Resting in death

Daily Reading for April 23 • Holy Saturday

So Joseph took the body and wrapped it in a clean linen cloth and laid it in his own new tomb, which he had hewn in the rock. He then rolled a great stone to the door of the tomb and went away.

Consciousness seems to be like a book in which the leaves turned by life successively cover and hide each other in spite of their semi-transparency; but although the book may be open at the page of the present, the wind, for a few seconds, may blow back the first pages into view. And at death will these leaves cease to hide each other, and shall we see all our past at once? Is death the passage from the successive to the simultaneous—that is, from time to eternity? Shall we then understand, in its unity, the poem or mysterious episode of our existence, which till then we have spelled out phrase by phrase?
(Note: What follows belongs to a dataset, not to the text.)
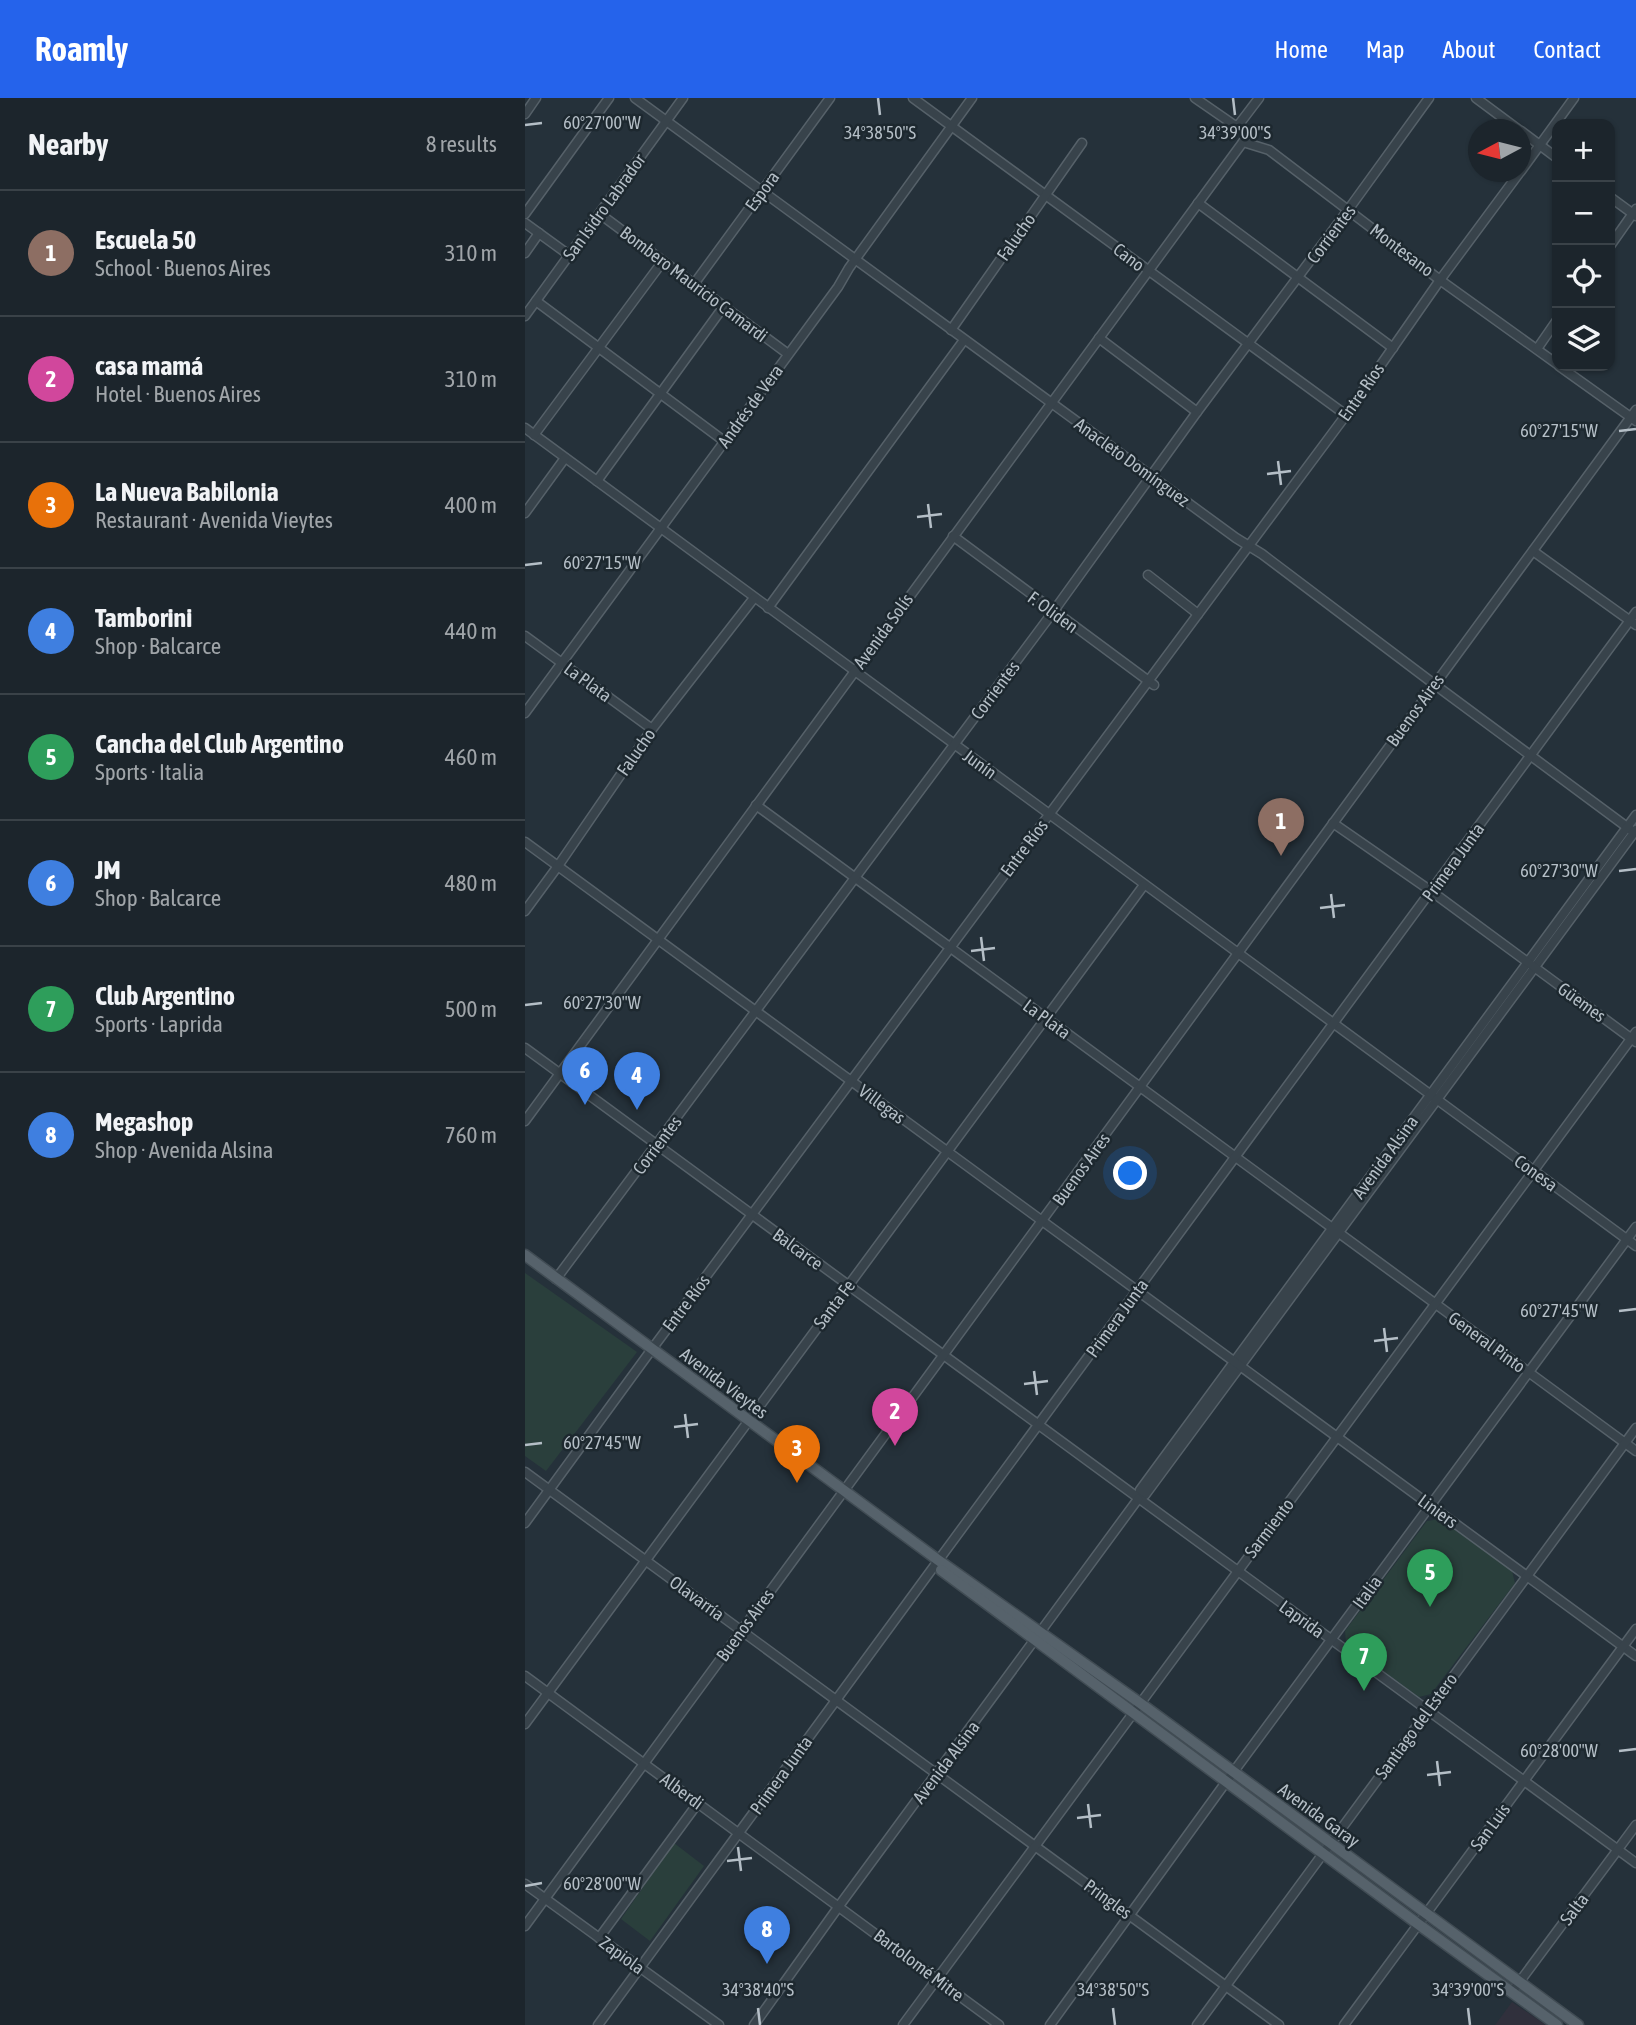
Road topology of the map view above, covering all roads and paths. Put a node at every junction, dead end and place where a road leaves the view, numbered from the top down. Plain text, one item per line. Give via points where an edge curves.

And is this the secret of that glory which so often enwraps the brow and countenance of those who are newly dead? If so, death would be like the arrival of a traveler at the top of a great mountain, whence he sees spread out before him the whole configuration of the country, of which till then he had had but passing glimpses. To be able to overlook one’s own history, to divine its meaning in the general concert and in the divine plan, would be the beginning of eternal felicity. Till then we had sacrificed ourselves to the universal order, but then we should understand and appreciate the beauty of that order. We had toiled and labored under the conductor of the orchestra; and we should find ourselves become surprised and delighted hearers. We had seen nothing but our own little path in the mist; and suddenly a marvelous panorama and boundless distance would open before our dazzled eyes. Why not?

From the journals of Henri-Frédéric Amiel, quoted in A Diary of Readings by John Baillie (New York: Macmillan, 1955).